Clear the decks – it’s Health Wonk Review day and Brady Augustine has posted Health Wonk Review: “The Relationship Rescue” edition over at medicaidfirstaid. It’s a Dr. Phil-themed issue replete with art, videos, and commentary on some of the best of the health policy blogosphere. Check it out.
The Power of Pink – Sometimes those of us who work in workers comp are so focused on the process, the insurance issues, and following the dollars that we lose sight of the fact that we are actually in the people business. Our friends at the Work Comp Complex Care blog have a refreshing post that demonstrates the difference one person can make: A little pink goes a long way.
The Bunkhouse Rule – Can an injury that occurs at home be compensable? Yes, if your home is your employer’s property, according to the South Carolina Supreme Court. Read more details on the ruling in Roberto Ceniceros’ article in Business Insurance, Migrant worker’s injury in company housing ruled compensable.
Misclassification – The L.A. Times features an article by Dave Gram on a topic that is near and dear to our heart (search for “FedEx”): how companies are slashing payrolls by calling workers independent contractors. The Internal Revenue Service and 37 states are cracking down on this practice, which resulted in an estimated underpayment of $2.72 billion in lost Social Security taxes, unemployment insurance taxes, and income taxes just in the year 2006, according to the Government Accountability Office. Many experts think that the economic downturn has exacerbated the problem of employee misclassification.
Good PT and bad PT – At Managed Care Matters, Joe Paduda asks How many dollars are wasted on physical therapy?. He suggests that while he’s a believer in the benefits of physical therapy, but advocates for clinical guidelines to separate the wheat from the chaff.
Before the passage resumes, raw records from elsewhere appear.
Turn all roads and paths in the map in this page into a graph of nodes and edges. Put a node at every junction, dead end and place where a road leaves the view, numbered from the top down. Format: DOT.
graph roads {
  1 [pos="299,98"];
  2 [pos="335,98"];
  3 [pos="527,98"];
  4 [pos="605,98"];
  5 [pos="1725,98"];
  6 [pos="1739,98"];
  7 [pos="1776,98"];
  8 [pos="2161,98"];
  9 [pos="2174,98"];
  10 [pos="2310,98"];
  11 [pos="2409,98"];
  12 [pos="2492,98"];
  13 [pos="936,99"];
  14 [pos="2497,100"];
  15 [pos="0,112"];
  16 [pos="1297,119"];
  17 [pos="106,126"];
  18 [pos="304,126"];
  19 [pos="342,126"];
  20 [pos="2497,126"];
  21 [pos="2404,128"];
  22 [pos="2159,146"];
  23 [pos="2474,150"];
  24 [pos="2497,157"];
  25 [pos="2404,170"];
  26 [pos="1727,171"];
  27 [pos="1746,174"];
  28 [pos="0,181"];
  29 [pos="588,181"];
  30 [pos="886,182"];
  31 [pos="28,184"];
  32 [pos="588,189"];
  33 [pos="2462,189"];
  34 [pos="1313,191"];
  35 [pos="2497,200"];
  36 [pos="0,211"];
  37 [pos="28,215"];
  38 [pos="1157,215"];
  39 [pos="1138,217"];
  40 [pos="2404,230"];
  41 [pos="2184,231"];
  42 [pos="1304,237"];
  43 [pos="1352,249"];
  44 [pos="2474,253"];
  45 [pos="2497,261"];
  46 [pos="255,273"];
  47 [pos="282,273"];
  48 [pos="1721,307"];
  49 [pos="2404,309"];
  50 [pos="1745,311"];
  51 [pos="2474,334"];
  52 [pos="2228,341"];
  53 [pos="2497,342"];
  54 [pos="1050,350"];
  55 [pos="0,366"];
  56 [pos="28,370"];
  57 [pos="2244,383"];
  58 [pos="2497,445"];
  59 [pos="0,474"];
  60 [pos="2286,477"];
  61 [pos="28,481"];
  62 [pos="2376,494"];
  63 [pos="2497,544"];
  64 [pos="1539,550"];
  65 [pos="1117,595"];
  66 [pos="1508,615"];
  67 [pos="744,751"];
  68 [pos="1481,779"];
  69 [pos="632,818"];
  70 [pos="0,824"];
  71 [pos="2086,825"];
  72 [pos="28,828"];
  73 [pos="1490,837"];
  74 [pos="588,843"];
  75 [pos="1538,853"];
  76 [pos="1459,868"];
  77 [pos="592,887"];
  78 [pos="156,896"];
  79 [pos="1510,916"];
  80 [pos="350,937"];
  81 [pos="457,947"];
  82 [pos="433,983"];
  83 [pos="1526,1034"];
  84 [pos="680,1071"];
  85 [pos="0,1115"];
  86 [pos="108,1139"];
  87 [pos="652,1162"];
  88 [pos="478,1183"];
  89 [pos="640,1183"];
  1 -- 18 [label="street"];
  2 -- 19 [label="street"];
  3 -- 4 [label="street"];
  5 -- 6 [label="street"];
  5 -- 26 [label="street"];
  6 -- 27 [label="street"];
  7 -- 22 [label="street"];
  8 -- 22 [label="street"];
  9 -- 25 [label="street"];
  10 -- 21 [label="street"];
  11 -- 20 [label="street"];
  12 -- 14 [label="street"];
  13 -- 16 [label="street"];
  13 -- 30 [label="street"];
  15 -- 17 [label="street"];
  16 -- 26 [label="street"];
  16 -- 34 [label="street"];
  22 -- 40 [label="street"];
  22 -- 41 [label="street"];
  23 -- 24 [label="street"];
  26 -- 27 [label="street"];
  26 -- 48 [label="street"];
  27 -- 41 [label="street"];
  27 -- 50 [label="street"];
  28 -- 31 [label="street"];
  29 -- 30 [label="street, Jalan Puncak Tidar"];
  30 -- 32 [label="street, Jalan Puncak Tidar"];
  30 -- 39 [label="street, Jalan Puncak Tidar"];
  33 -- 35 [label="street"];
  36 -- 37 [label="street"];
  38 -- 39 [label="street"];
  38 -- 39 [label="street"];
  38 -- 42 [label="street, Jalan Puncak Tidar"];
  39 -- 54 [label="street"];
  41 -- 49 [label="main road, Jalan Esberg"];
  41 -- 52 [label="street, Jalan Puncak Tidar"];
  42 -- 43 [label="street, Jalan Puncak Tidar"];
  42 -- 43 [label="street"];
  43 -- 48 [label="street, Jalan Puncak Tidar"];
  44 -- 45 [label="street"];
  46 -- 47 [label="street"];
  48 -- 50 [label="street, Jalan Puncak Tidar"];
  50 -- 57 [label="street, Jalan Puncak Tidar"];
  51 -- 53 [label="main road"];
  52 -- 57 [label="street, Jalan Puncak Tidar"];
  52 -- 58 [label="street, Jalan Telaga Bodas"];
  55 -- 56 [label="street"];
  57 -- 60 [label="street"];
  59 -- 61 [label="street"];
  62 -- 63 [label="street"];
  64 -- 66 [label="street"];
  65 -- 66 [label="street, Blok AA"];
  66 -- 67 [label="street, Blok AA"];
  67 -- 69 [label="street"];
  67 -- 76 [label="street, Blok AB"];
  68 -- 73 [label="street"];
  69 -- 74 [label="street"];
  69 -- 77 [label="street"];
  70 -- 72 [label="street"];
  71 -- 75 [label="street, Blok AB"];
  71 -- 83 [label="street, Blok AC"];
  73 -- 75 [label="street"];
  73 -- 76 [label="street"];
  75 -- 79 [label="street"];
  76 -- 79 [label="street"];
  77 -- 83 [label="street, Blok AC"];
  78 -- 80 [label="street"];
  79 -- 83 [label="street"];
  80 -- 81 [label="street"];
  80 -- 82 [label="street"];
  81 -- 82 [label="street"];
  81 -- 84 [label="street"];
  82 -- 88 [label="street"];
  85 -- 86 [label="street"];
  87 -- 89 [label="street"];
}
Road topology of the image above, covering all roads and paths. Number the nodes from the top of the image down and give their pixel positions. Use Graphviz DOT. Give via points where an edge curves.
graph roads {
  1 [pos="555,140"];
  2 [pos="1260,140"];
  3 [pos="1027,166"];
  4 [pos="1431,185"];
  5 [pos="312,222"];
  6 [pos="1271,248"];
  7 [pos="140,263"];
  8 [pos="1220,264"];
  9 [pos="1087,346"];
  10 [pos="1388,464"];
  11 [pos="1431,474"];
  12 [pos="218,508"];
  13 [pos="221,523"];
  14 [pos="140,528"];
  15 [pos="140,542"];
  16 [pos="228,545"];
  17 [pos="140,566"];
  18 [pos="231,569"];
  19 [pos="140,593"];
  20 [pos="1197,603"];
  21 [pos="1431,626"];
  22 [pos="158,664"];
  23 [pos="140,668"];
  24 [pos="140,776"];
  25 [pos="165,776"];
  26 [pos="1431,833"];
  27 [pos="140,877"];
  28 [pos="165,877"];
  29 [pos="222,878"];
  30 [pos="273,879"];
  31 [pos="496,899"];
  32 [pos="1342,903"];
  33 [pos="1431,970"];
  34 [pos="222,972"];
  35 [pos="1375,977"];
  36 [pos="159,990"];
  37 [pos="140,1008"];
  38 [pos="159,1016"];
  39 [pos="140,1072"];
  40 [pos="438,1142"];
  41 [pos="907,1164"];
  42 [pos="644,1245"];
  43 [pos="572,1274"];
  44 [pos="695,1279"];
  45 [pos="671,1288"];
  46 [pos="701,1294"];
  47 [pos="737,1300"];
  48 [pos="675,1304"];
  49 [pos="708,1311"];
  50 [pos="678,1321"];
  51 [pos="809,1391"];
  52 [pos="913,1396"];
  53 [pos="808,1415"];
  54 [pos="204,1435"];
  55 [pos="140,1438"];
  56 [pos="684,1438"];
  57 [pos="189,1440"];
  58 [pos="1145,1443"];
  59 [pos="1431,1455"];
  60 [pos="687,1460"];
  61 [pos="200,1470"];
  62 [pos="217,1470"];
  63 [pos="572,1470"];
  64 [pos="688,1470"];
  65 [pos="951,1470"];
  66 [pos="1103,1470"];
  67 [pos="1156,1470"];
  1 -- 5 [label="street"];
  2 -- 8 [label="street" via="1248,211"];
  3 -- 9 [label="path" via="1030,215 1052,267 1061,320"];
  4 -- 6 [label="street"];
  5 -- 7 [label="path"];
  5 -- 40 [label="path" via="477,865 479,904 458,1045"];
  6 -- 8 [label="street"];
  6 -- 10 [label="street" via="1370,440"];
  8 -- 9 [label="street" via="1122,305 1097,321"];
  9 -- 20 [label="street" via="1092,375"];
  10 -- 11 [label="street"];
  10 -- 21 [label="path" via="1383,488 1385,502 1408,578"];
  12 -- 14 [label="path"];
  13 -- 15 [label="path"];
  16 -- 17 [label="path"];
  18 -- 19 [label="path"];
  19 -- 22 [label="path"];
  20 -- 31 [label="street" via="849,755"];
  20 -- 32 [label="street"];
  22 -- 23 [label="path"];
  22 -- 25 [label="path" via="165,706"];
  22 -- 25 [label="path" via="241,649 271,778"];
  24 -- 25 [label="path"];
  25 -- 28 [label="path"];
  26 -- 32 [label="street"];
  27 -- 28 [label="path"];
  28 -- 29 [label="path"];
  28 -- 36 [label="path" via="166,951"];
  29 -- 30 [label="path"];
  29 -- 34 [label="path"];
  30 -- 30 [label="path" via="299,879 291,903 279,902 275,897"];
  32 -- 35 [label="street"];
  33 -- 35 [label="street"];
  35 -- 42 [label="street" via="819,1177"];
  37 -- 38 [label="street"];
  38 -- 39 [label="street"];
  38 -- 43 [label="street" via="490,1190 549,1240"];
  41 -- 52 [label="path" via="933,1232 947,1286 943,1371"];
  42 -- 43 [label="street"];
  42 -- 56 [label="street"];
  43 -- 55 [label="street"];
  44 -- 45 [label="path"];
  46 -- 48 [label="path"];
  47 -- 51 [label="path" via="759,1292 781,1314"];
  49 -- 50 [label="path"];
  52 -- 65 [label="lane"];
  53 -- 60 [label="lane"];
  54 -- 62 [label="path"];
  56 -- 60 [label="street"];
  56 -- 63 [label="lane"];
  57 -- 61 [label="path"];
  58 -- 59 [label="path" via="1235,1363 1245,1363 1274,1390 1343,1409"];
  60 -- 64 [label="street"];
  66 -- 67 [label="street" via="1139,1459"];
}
More on the Toyota mess – At Claims Magazine, Mary Anne Median writes that . Her article focuses on issues associated with claim-handling, subrogation, and litigation. It’s a fascinating read – here’s just a sampling:
“To break it down; damages, subrogation, and settlements will all be affected, not only for current, but also past and future accidents involving Toyotas.
This also leaves us with questions surrounding the diminished value of the vehicles. In determining that a vehicle is a total loss, what is the value? Can we apply this diminishing value factor when we are establishing what the insured’s or claimant’s vehicle is worth? How does this affect the resale and salvage value?”
Posts Tagged ‘physical therapy’
Fresh Health Wonk Review; also – the power of pink, the bunkhouse rule, and more
Thursday, February 18th, 2010Setting Limits in California
Wednesday, June 4th, 2008California had a long-standing reputation as a workers compensation nightmare: not because injured employees received generous benefits – they did not – but because doctors and lawyers exploited the system to generate enormous fees. Governor Schwarzenegger, AKA the Terminator, put an end to that with his extensive 2003-04 reforms. In the effort to contain costs, the reforms for the first time brought managed care tools into the comp system. The bottom line for employers has improved dramatically.
Among the many provisions of the reform was a limit on physical and occupational therapy treatments for an injury. Injured workers are now limited to 24 visits. Jose Facundo-Guerrero, a worker at a nursery in Half Moon Bay, challenged the limits on constitutinal grounds, alleging that he was entitled to the “full provision for such medical, surgical, hospital and other remedial treatment” promised in the CA Constitution. Jose had visited his chiropractor 76 times and he wanted the carrier to pay.
The First District Court of Appeal in San Francisco has upheld the limits in the comp reform package. They found that the Constitution does not require “unlimited” treatments and leaves the details up to the legislature.
Arbitrary Limits
There is no question that the 24 visit limit is arbitrary. This one size does not fit all. On the other hand, chiropractic treatment can be addicting. It feels good. Jose went 76 times and might well have continued on indefinitely, had the treatments been compensable.
One aspect of the reform language caught my eye: the 24 visit limit can be exceeded if the employer agrees. This raises an intriguing possibility. If valued employees require extensive physical therapy that goes beyond the arbitrary limit, enlightened employers might well authorize the carrier to cover a specific number of additional visits. This makes sense as long as it keeps the employee happy and productive.
As with so many workers comp issues, law makers struggle to find the middle ground between no limits and severely curtailed treatments. What’s missing is reliable and effective lines of communication among employers, their employees, medical providers and insurance carriers. The rigid limits on treatment in California are apparently legal, but that does not mean they are fair. There is no question that the reforms of 2003-04 have reduced costs. Ironically, injured workers were not the primary beneficiaries of the state’s pre-reform, out-of-control comp system. And it now appears likely that these same workers will pay the price for reforms as well.